La chancelière Angela Merkel devait user lundi de tout son crédit, entamé par une défaite électorale, pour vendre le sauvetage de la zone euro à des contribuables allemands las de payer pour les autres.
BERLIN (AFP) - La chancelière Angela Merkel devait user lundi de tout son crédit, entamé par une défaite électorale, pour vendre le sauvetage de la zone euro à des contribuables allemands las de payer pour les autres.

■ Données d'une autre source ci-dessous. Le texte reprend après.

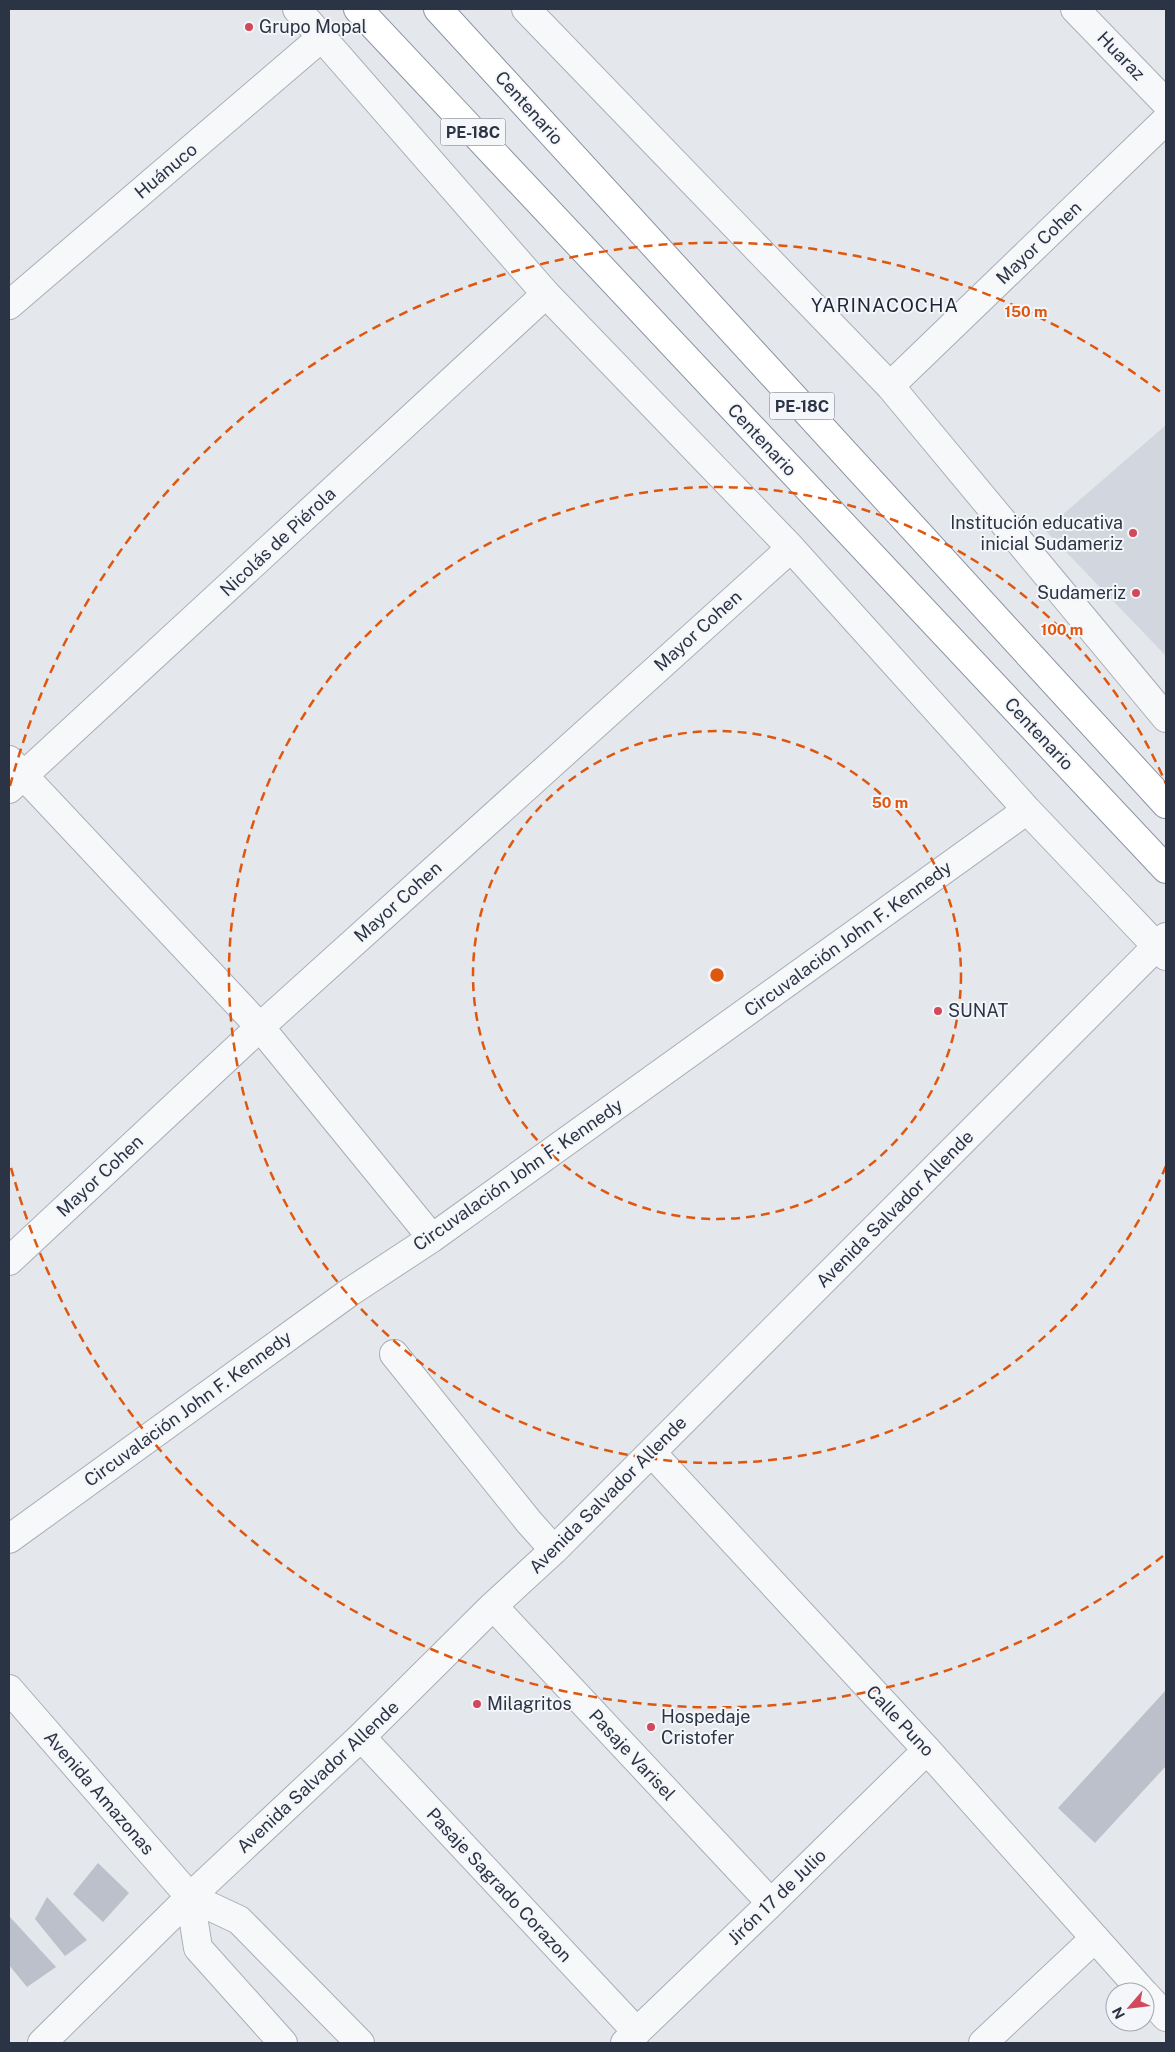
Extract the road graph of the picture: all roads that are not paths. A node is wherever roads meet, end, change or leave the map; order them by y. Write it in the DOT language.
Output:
graph roads {
  1 [pos="297,9"];
  2 [pos="358,9"];
  3 [pos="438,9"];
  4 [pos="526,9"];
  5 [pos="1075,9"];
  6 [pos="322,37"];
  7 [pos="1166,103"];
  8 [pos="1166,120"];
  9 [pos="546,294"];
  10 [pos="9,305"];
  11 [pos="890,386"];
  12 [pos="791,548"];
  13 [pos="1166,718"];
  14 [pos="14,775"];
  15 [pos="1166,804"];
  16 [pos="1027,810"];
  17 [pos="1166,870"];
  18 [pos="1163,946"];
  19 [pos="260,1027"];
  20 [pos="432,1238"];
  21 [pos="9,1261"];
  22 [pos="394,1354"];
  23 [pos="652,1452"];
  24 [pos="9,1539"];
  25 [pos="554,1550"];
  26 [pos="494,1606"];
  27 [pos="9,1689"];
  28 [pos="361,1737"];
  29 [pos="927,1750"];
  30 [pos="190,1897"];
  31 [pos="771,1904"];
  32 [pos="1095,1938"];
  33 [pos="1134,1982"];
  34 [pos="1155,2005"];
  35 [pos="1166,2017"];
  36 [pos="631,2038"];
  37 [pos="42,2043"];
  38 [pos="283,2043"];
  39 [pos="360,2043"];
  40 [pos="983,2043"];
  1 -- 6 [label="street"];
  2 -- 17 [label="highway, Centenario / PE-18C"];
  3 -- 15 [label="highway, Centenario / PE-18C"];
  4 -- 11 [label="street"];
  5 -- 7 [label="street, Huaraz"];
  6 -- 9 [label="street"];
  6 -- 10 [label="street, Huánuco"];
  8 -- 11 [label="street, Mayor Cohen"];
  9 -- 12 [label="street"];
  9 -- 14 [label="street, Nicolás de Piérola"];
  11 -- 13 [label="street"];
  12 -- 16 [label="street"];
  12 -- 19 [label="street, Mayor Cohen"];
  14 -- 19 [label="street"];
  16 -- 18 [label="street"];
  16 -- 20 [label="street, Circuvalación John F. Kennedy"];
  18 -- 23 [label="street, Avenida Salvador Allende"];
  19 -- 20 [label="street"];
  19 -- 21 [label="street, Mayor Cohen"];
  20 -- 24 [label="street, Circuvalación John F. Kennedy"];
  22 -- 25 [label="street"];
  23 -- 25 [label="street, Avenida Salvador Allende"];
  23 -- 29 [label="street, Calle Puno"];
  25 -- 26 [label="street, Avenida Salvador Allende"];
  26 -- 28 [label="street, Avenida Salvador Allende"];
  26 -- 31 [label="street, Pasaje Varisel"];
  27 -- 30 [label="street, Avenida Amazonas"];
  28 -- 30 [label="street, Avenida Salvador Allende"];
  28 -- 36 [label="street, Pasaje Sagrado Corazon"];
  29 -- 31 [label="street, Jirón 17 de Julio"];
  29 -- 32 [label="street, Calle Puno"];
  30 -- 37 [label="street, Avenida Salvador Allende"];
  30 -- 38 [label="street"];
  30 -- 39 [label="street, Avenida Amazonas"];
  31 -- 36 [label="street, Jirón 17 de Julio"];
  32 -- 33 [label="street, Calle Puno"];
  32 -- 40 [label="street"];
  34 -- 35 [label="street, Calle Puno"];
}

"Nous protégeons l’argent des gens en Allemagne" avec l’adoption d’un plan de secours sans précédent allant jusqu’à 750 milliards d’euros pour aider les pays de la zone euro affaiblis par le poids de leur dette, a assuré lundi Mme Merkel devant la presse. "Il s’agit de renforcer et protéger notre monnaie commune", l’euro.
La chancelière conservatrice a annoncé un calendrier serré de réunions du cabinet et des groupes parlementaires pour faire approuver ces mesures. Elle a annulé une visite officielle en Belgique prévue mardi.
Au Bundesrat, la Chambre qui représente les seize Länder, les partis de gouvernement ont perdu la majorité avec leur défaite dimanche aux élections en Rhénanie du Nord-Westphalie (NRW), l’Etat le plus industrialisé et le plus peuplé d’Allemagne.
La CDU de Mme Merkel a recueilli 34,6 % des voix, son plus mauvais résultat en NRW, et les libéraux du FDP 6,7%.
Ce fiasco de la coalition conservateurs-libéraux qui gouvernait la NRW depuis 2005 ne réduit pas seulement la marge de manoeuvre du gouvernement fédéral, formé des mêmes partis CDU et FDP. Il a sérieusement affaibli Mme Merkel dont les détracteurs se font plus virulents.
Ils lui reprochent pêle-mêle ses atermoiements en politique intérieure, sa gestion de la crise grecque et le fait d’avoir cédé le premier rôle en Europe au président français Nicolas Sarkozy.
Mme Merkel a repoussé jusqu’après le scrutin en Rhénanie-du-Nord Westphalie les réformes inscrites au programme du gouvernement, tentant en vain d’éviter la défaite. "Les réformes noir-jaunes (conservatrices-libérales) disposaient d’un créneau de six mois, Merkel ne l’a pas utilisé", constate lundi le Financial Times Deutschland.
Et dès lundi elle annonçait l’abandon d’une mesure phare de la campagne électorale : il n’y aura pas de baisse d’impôts "dans un avenir prévisible".
La même crainte de braquer les électeurs avait conduit la chancelière à retarder l’adoption du plan de sauvetage pour la Grèce, inquiétant du coup les marchés qu’il a fallu tenter de calmer par un plan encore plus onéreux décidé dimanche.
Ce plan bouleverse les règles de l’Union européenne que Mme Merkel défendait encore fermement ces derniers jours. "La première puissance économique d’Europe a cédé le gouvernail à la France", écrit le Tagespiegel de Berlin.
"La zone euro se transforme de l’Union monétaire prévue par le Traité de Maastricht en une union de transferts", estime Jörg Krämer, chef économiste de la Commerzbank, une interprétation fermement constestée par le porte-parole du gouvernement Ulrich Wilhelm. "Les électeurs dans les pays qui paient les transferts ne seront pas prêts à soutenir financièrement les autres de façon permanente", avertit M. Krämer.
"Merkel aura du mal à expliquer cette volte-face (...) au public et plus encore à obtenir l’approbation du parlement pour cet énorme fonds de soutien", prévoit l’éditorialiste Stefan Kornelius dans le Suddeutsche Zeitung.
Les Allemands, encore choqués d’avoir vu l’Etat soutenir les banques avec les milliards du contribuable en 2009, sont peu disposés à aider les pays moins vertueux menacés par la spéculation. Des analystes influents les encouragent dans cette attitude.
"La banqueroute n’est que retardée", écrit lundi l’éditeur de l’hebdomadaire Die Zeit, Josef Joffe, généralement pro-européen. "Nous jetterons encore beaucoup d’argent à la mer Egée jusqu’à ce que la Grèce se déclare en faillite".
"Combien de Grèce pouvons nous encore nous permettre ?", demande lundi en couverture l’hebdomadaire Der Spiegel, le plus lu du pays.